[Directions for this task] Return all the data, word for word.

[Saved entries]
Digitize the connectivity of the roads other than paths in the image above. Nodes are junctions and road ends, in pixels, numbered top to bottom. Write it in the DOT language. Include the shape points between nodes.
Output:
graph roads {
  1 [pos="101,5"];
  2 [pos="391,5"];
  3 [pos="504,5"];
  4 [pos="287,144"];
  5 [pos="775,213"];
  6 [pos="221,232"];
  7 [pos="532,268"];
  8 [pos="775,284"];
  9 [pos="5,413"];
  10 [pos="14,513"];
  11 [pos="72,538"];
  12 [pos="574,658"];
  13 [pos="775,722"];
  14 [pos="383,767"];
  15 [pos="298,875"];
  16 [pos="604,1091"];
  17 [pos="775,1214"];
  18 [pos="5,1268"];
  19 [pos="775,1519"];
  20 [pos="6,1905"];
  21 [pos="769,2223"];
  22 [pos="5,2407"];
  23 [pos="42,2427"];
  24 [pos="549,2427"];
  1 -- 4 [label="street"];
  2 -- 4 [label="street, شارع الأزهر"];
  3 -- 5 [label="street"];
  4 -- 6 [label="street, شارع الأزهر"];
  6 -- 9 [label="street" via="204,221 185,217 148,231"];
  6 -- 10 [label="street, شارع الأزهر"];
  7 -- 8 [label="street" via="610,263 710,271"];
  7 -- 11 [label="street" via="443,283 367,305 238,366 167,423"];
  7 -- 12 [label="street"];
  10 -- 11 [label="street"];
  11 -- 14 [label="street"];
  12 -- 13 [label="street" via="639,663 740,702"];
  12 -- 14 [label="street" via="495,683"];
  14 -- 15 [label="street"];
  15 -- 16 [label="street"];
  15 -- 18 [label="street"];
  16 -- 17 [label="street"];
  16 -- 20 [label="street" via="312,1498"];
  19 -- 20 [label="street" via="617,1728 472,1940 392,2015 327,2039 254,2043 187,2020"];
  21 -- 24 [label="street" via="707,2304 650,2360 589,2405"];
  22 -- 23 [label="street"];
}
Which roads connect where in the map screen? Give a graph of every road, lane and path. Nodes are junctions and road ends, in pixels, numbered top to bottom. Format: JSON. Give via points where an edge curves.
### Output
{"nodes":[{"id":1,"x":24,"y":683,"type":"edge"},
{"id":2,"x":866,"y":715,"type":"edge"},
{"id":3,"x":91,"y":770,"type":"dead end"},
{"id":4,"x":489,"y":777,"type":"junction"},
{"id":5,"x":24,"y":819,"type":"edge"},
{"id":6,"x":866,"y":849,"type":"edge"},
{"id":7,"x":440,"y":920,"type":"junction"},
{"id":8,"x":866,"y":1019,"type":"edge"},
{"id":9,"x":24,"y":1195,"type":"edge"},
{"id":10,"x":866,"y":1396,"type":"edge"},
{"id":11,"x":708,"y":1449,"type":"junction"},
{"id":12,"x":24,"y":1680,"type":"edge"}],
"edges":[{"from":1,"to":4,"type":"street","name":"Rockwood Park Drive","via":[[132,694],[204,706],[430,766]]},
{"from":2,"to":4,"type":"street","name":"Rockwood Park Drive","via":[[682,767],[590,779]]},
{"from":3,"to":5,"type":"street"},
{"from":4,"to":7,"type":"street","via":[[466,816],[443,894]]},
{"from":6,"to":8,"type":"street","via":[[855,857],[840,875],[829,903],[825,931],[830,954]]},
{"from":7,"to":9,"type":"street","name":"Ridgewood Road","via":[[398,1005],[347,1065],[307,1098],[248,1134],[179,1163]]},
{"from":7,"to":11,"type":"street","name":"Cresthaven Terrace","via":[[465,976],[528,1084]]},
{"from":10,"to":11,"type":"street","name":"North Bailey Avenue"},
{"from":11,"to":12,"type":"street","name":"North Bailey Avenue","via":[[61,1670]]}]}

[Written response]
Digitize the connectivity of the roads other than paths in the image above. Nodes are junctions and road ends, in pixels, numbered top to bottom. Write it in the DOT language. Include the shape points between nodes.
Output:
graph roads {
  1 [pos="101,5"];
  2 [pos="391,5"];
  3 [pos="504,5"];
  4 [pos="287,144"];
  5 [pos="775,213"];
  6 [pos="221,232"];
  7 [pos="532,268"];
  8 [pos="775,284"];
  9 [pos="5,413"];
  10 [pos="14,513"];
  11 [pos="72,538"];
  12 [pos="574,658"];
  13 [pos="775,722"];
  14 [pos="383,767"];
  15 [pos="298,875"];
  16 [pos="604,1091"];
  17 [pos="775,1214"];
  18 [pos="5,1268"];
  19 [pos="775,1519"];
  20 [pos="6,1905"];
  21 [pos="769,2223"];
  22 [pos="5,2407"];
  23 [pos="42,2427"];
  24 [pos="549,2427"];
  1 -- 4 [label="street"];
  2 -- 4 [label="street, شارع الأزهر"];
  3 -- 5 [label="street"];
  4 -- 6 [label="street, شارع الأزهر"];
  6 -- 9 [label="street" via="204,221 185,217 148,231"];
  6 -- 10 [label="street, شارع الأزهر"];
  7 -- 8 [label="street" via="610,263 710,271"];
  7 -- 11 [label="street" via="443,283 367,305 238,366 167,423"];
  7 -- 12 [label="street"];
  10 -- 11 [label="street"];
  11 -- 14 [label="street"];
  12 -- 13 [label="street" via="639,663 740,702"];
  12 -- 14 [label="street" via="495,683"];
  14 -- 15 [label="street"];
  15 -- 16 [label="street"];
  15 -- 18 [label="street"];
  16 -- 17 [label="street"];
  16 -- 20 [label="street" via="312,1498"];
  19 -- 20 [label="street" via="617,1728 472,1940 392,2015 327,2039 254,2043 187,2020"];
  21 -- 24 [label="street" via="707,2304 650,2360 589,2405"];
  22 -- 23 [label="street"];
}
Which roads connect where in the map screen? Give a graph of every road, lane and path. Nodes are junctions and road ends, in pixels, numbered top to bottom. Format: JSON. Give via points where an edge curves.
### Output
{"nodes":[{"id":1,"x":24,"y":683,"type":"edge"},
{"id":2,"x":866,"y":715,"type":"edge"},
{"id":3,"x":91,"y":770,"type":"dead end"},
{"id":4,"x":489,"y":777,"type":"junction"},
{"id":5,"x":24,"y":819,"type":"edge"},
{"id":6,"x":866,"y":849,"type":"edge"},
{"id":7,"x":440,"y":920,"type":"junction"},
{"id":8,"x":866,"y":1019,"type":"edge"},
{"id":9,"x":24,"y":1195,"type":"edge"},
{"id":10,"x":866,"y":1396,"type":"edge"},
{"id":11,"x":708,"y":1449,"type":"junction"},
{"id":12,"x":24,"y":1680,"type":"edge"}],
"edges":[{"from":1,"to":4,"type":"street","name":"Rockwood Park Drive","via":[[132,694],[204,706],[430,766]]},
{"from":2,"to":4,"type":"street","name":"Rockwood Park Drive","via":[[682,767],[590,779]]},
{"from":3,"to":5,"type":"street"},
{"from":4,"to":7,"type":"street","via":[[466,816],[443,894]]},
{"from":6,"to":8,"type":"street","via":[[855,857],[840,875],[829,903],[825,931],[830,954]]},
{"from":7,"to":9,"type":"street","name":"Ridgewood Road","via":[[398,1005],[347,1065],[307,1098],[248,1134],[179,1163]]},
{"from":7,"to":11,"type":"street","name":"Cresthaven Terrace","via":[[465,976],[528,1084]]},
{"from":10,"to":11,"type":"street","name":"North Bailey Avenue"},
{"from":11,"to":12,"type":"street","name":"North Bailey Avenue","via":[[61,1670]]}]}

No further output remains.